In operation, reservoir fluid enters the casing 1, via inlet 2, where hydrocarbons and water segregate, with lower density hydrocarbon such as oil 18 rising and higher density water 17 falling. Injection of displacement fluid 6 into the tube 4, by means of pump 7, forces accumulated water 17 from the tube 4 into the disposal zone via outlets 8 and 3. Withdrawal of displacement fluid 6 draws reservoir fluid into the casing 1, via inlet 2, and segregated water 17 from the casing into the tube 4 via the inlet 11. The one-way valve 12 prevents egress of water from the tube 4 during the injection phase of the cycle, and check valve 9 prevents return of water from the disposal zone. The rate at which water can be pumped from tube 4 to the disposal zone is limited to the inflow rate that allows segregation of hydrocarbons 18 and water 17 in the casing 1. This arrangement reduces or eliminates the production of water to the surface, thereby reducing the cost of treating.
It will be noted that the displacement fluid 6 is in contact with water 15 which due to a density difference remains separate from and below the displacement fluid 6 and defines a water-fluid interface 16 which falls and rises with the injection and withdrawal, respectively, of displacement fluid. The quantity of displacement fluid 6 injected and withdrawn from the tube 4 is selected such that the water-fluid interface 16 remains within the tube 4.
In this embodiment hydrocarbons 18 can be produced at outlet 10 using reservoir pressure. If reservoir pressure is not sufficient for hydrocarbon flow from outlet 10, a conventional pump may be added utilizing a second tubing string 19 inserted into the casing 1.
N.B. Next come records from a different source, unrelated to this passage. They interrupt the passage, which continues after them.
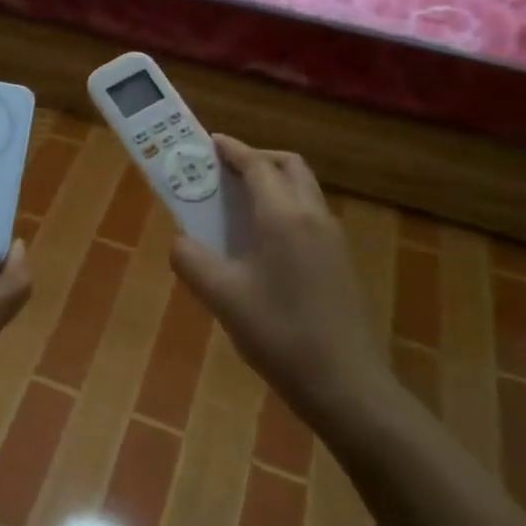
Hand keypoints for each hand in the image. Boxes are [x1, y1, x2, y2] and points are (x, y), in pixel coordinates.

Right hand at [170, 136, 387, 423]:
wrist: (345, 384)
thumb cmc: (280, 334)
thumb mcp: (223, 297)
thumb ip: (192, 261)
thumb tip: (181, 243)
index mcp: (283, 217)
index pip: (257, 166)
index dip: (232, 150)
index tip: (208, 142)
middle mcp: (313, 216)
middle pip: (288, 166)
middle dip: (257, 158)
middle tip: (224, 170)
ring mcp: (332, 239)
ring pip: (303, 189)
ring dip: (272, 182)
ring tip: (237, 202)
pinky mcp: (339, 260)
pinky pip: (309, 214)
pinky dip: (284, 207)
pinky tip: (261, 241)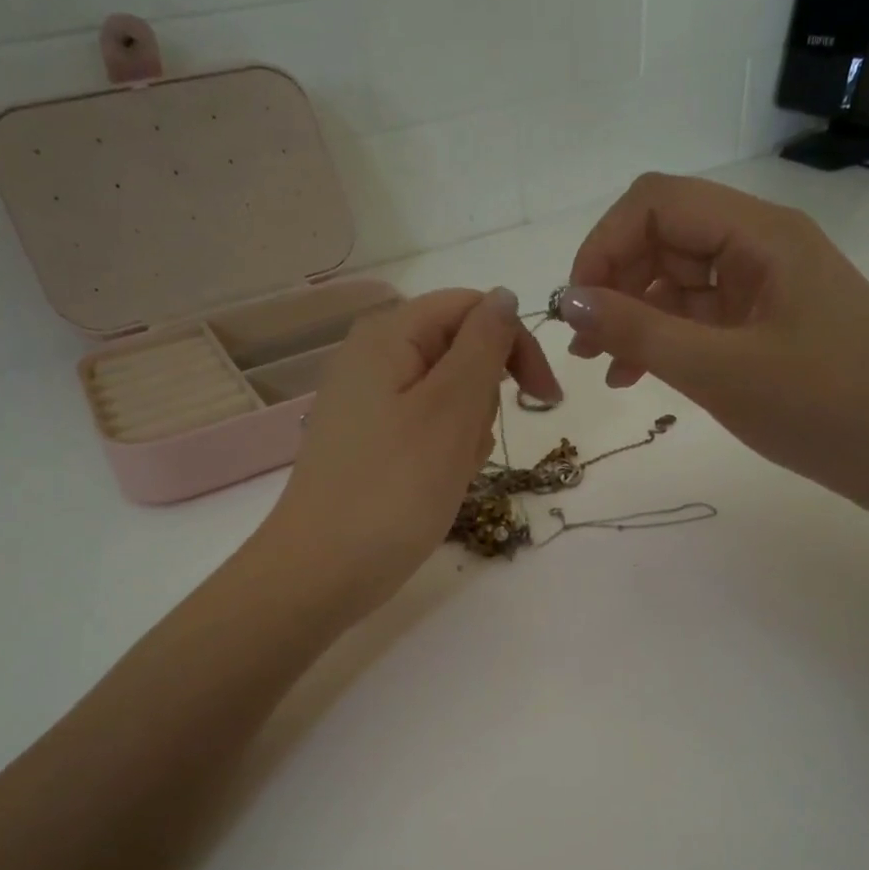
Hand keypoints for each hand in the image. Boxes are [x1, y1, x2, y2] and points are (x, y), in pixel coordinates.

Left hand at [259, 287, 560, 615]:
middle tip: (472, 444)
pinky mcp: (368, 444)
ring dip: (466, 432)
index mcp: (387, 336)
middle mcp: (371, 359)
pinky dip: (443, 452)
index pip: (471, 308)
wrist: (322, 571)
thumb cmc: (394, 488)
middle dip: (484, 397)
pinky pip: (424, 430)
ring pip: (446, 397)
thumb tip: (504, 297)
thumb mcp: (452, 408)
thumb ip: (484, 344)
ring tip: (449, 473)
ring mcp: (366, 404)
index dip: (515, 343)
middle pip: (458, 351)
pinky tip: (435, 486)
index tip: (546, 399)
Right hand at [562, 173, 868, 518]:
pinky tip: (637, 378)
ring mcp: (766, 288)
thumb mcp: (720, 371)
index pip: (657, 202)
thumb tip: (567, 301)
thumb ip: (639, 333)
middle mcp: (761, 247)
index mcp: (760, 234)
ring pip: (678, 281)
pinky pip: (700, 319)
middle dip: (614, 283)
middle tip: (583, 346)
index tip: (576, 307)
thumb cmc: (825, 407)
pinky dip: (664, 340)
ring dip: (633, 316)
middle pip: (664, 237)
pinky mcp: (768, 327)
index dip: (604, 245)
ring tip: (604, 368)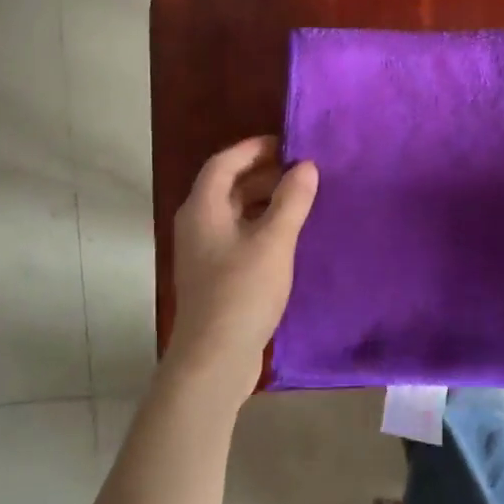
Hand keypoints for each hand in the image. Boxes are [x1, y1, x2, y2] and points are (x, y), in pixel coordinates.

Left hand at [165, 136, 318, 404]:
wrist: (214, 360)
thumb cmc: (242, 293)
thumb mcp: (274, 242)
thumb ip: (292, 200)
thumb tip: (306, 166)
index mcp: (203, 208)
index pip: (224, 162)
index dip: (254, 148)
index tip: (288, 143)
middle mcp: (197, 224)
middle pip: (228, 185)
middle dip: (264, 173)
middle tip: (302, 170)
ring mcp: (204, 252)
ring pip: (234, 212)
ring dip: (265, 200)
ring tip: (302, 198)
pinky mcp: (214, 275)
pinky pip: (238, 235)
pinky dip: (261, 225)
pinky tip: (288, 235)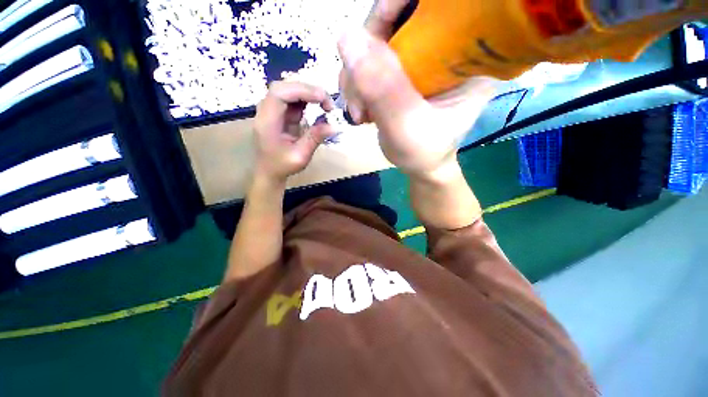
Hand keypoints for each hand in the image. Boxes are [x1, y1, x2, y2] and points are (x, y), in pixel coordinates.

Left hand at [253, 81, 334, 183]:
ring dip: (309, 94)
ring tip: (326, 105)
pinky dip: (307, 99)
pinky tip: (318, 106)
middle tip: (328, 104)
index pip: (280, 93)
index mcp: (267, 121)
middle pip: (284, 87)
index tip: (322, 98)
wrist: (269, 171)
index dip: (302, 90)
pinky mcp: (280, 112)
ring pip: (289, 90)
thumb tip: (334, 126)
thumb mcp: (300, 156)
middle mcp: (267, 110)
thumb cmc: (282, 166)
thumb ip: (315, 138)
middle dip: (308, 90)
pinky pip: (293, 99)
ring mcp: (272, 110)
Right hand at [338, 0, 497, 178]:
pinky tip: (358, 107)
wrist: (420, 164)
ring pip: (377, 40)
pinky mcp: (403, 69)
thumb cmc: (423, 152)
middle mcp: (448, 47)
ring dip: (356, 74)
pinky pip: (369, 59)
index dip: (399, 6)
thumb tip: (347, 37)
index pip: (439, 5)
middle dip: (367, 54)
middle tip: (357, 96)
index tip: (373, 33)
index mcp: (470, 54)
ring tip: (358, 111)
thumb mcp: (407, 127)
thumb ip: (383, 89)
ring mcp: (422, 57)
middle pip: (398, 19)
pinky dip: (356, 81)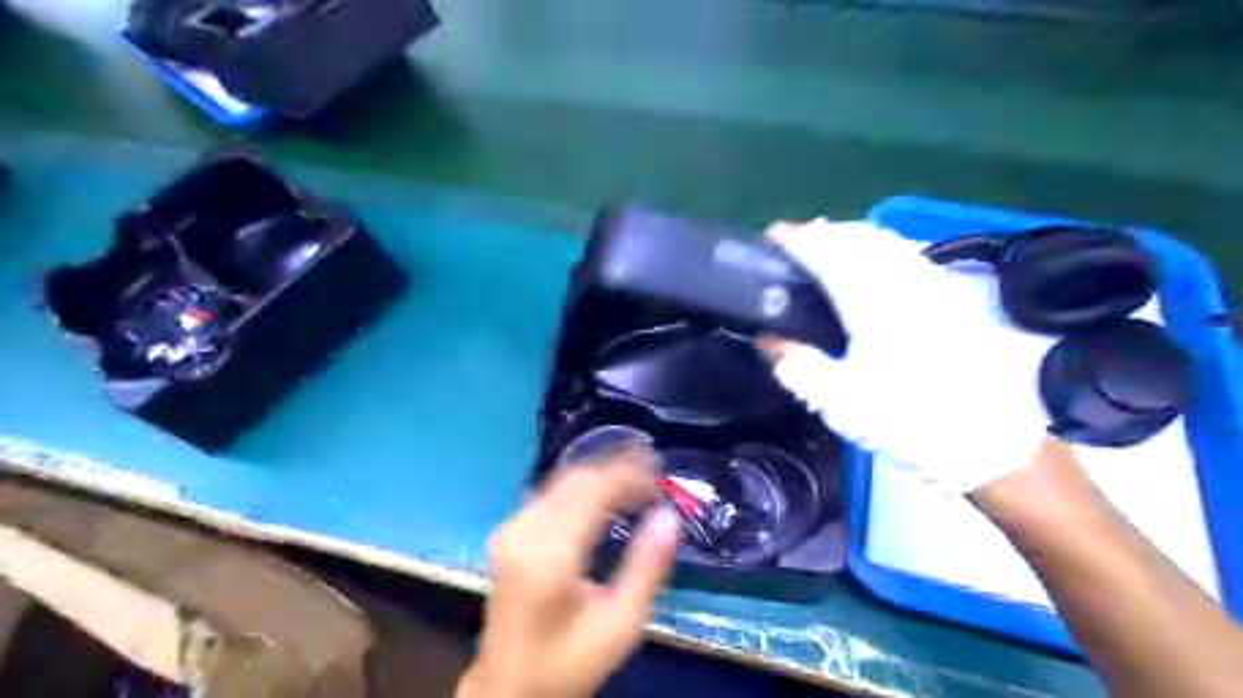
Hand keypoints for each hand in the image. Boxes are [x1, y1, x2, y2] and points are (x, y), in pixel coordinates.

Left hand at [460, 446, 683, 696]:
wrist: (508, 688)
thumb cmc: (568, 662)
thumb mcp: (620, 624)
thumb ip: (647, 567)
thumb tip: (669, 517)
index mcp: (549, 554)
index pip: (593, 490)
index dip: (630, 475)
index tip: (661, 478)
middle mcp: (524, 531)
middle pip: (576, 479)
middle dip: (618, 468)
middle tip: (654, 471)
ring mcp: (511, 530)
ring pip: (562, 481)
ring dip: (600, 474)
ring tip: (637, 477)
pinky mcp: (509, 534)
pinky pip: (550, 493)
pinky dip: (582, 487)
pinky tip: (605, 495)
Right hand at [769, 218, 1046, 489]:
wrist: (989, 440)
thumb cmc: (909, 421)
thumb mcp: (841, 404)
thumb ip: (799, 367)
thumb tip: (769, 340)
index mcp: (872, 304)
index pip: (828, 254)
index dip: (797, 239)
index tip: (771, 236)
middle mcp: (904, 282)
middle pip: (857, 237)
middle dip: (822, 231)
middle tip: (793, 241)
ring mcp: (932, 284)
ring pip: (885, 240)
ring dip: (849, 234)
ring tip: (825, 244)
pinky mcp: (950, 296)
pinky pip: (906, 252)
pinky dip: (877, 245)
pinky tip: (871, 261)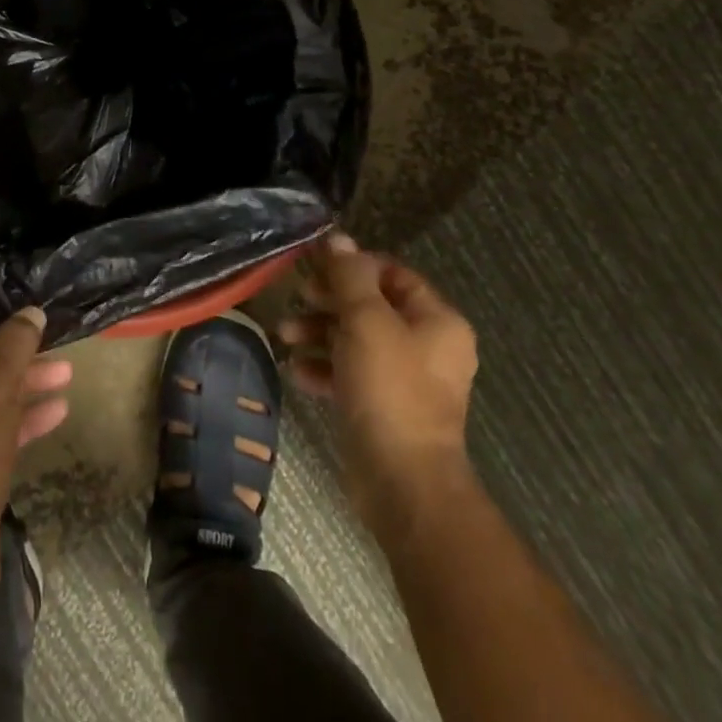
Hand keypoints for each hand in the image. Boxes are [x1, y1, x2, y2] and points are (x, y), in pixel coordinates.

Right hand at [278, 233, 477, 530]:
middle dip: (328, 301)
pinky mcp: (385, 408)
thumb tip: (336, 238)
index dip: (352, 265)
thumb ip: (349, 275)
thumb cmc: (390, 389)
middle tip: (296, 299)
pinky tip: (296, 372)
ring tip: (284, 337)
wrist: (403, 483)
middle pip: (370, 306)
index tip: (314, 266)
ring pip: (356, 340)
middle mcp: (428, 346)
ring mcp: (407, 380)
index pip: (391, 273)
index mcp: (437, 320)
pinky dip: (324, 368)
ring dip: (319, 333)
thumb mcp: (365, 321)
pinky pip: (351, 374)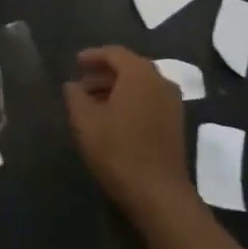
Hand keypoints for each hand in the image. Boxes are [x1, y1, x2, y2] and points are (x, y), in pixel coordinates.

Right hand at [64, 46, 194, 220]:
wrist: (160, 195)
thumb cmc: (119, 152)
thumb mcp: (86, 122)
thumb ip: (75, 97)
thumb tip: (72, 85)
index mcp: (139, 73)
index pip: (114, 53)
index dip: (93, 56)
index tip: (75, 63)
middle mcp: (160, 80)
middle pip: (129, 67)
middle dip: (104, 73)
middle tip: (82, 83)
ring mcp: (172, 102)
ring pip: (140, 84)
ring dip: (117, 88)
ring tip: (94, 103)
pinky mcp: (176, 123)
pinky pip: (150, 99)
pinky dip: (131, 100)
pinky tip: (115, 118)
FIG. 2 illustrates an embodiment to provide water coning control. This embodiment includes two sets of perforations 21 and 22 separated by packing 23. The lower perforation 22 is placed below the cone-shaped oil-water interface 24 created by the flow of fluid into the upper perforation 21. Operation is similar to that of FIG. 1 in that it involves the cyclical injection of displacement fluid 26 into and withdrawal from the tubing 27. Operation differs from that of FIG. 1 in that separation of oil and water occurs in the reservoir rather than in the casing 28. Hence, only water is produced through the lower set of perforations which is reinjected into the disposal zone via outlets 29 and 30 when displacement fluid 26 is injected. This arrangement reduces the water coning effect which might otherwise extend to a higher level shown as 25.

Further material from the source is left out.